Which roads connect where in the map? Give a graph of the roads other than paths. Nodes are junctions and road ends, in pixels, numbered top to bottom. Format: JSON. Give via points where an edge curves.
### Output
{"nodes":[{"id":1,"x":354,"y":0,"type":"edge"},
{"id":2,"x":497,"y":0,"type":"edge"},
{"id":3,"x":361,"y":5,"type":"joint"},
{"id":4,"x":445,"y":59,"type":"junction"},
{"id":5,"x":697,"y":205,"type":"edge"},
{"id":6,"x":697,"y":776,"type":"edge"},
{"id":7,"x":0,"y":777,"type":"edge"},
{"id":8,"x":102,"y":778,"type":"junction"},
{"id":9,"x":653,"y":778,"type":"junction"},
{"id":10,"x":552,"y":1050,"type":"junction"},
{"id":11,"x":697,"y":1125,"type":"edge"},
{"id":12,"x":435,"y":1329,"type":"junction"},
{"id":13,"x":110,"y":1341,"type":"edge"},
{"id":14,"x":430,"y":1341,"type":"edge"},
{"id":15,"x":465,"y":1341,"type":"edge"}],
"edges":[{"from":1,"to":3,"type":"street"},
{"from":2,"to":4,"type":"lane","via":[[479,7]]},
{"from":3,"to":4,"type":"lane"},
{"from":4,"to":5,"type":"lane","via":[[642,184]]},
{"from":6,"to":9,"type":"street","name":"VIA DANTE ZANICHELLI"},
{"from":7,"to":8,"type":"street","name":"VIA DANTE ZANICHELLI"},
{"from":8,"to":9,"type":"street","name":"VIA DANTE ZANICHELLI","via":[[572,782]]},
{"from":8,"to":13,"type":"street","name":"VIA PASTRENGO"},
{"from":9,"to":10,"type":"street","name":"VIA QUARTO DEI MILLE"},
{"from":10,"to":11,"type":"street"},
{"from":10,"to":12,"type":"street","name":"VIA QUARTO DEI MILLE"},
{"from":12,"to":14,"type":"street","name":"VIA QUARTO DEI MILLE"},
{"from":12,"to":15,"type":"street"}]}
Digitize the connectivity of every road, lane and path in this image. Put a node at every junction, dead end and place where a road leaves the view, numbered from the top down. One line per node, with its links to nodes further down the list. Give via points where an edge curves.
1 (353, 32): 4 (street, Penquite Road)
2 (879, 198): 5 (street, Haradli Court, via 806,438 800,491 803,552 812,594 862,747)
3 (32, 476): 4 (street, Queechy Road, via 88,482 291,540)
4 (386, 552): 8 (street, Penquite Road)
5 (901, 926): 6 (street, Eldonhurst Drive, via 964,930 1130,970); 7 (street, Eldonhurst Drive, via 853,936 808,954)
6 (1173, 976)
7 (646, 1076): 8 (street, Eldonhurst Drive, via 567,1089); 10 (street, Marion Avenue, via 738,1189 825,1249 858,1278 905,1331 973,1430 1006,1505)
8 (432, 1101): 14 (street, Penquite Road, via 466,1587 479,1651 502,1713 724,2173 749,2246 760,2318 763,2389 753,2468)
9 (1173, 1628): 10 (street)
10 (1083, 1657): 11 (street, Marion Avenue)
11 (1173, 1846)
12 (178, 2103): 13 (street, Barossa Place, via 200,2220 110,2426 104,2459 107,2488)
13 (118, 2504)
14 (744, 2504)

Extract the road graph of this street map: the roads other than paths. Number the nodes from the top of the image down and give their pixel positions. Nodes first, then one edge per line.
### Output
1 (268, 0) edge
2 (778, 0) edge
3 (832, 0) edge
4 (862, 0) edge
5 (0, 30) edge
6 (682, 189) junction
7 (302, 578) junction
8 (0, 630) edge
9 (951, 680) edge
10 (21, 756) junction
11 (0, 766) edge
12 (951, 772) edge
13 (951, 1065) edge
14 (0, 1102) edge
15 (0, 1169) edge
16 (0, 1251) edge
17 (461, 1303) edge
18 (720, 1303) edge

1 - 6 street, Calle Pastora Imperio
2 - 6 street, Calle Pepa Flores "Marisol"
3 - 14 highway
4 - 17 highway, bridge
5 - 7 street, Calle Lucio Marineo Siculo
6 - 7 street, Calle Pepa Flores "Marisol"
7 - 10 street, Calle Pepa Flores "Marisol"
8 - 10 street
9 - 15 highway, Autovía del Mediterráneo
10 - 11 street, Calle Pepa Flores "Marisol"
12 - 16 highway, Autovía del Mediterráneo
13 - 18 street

- **EXERCISE**
Look through the data and gather every line with the string "than" in it.

- **SOLUTION FOR THIS EXERCISE**
Which roads connect where in the map? Give a graph of the roads other than paths. Nodes are junctions and road ends, in pixels, numbered top to bottom. Format: JSON. Give via points where an edge curves.
Extract the road graph of this street map: the roads other than paths. Number the nodes from the top of the image down and give their pixel positions. Nodes first, then one edge per line.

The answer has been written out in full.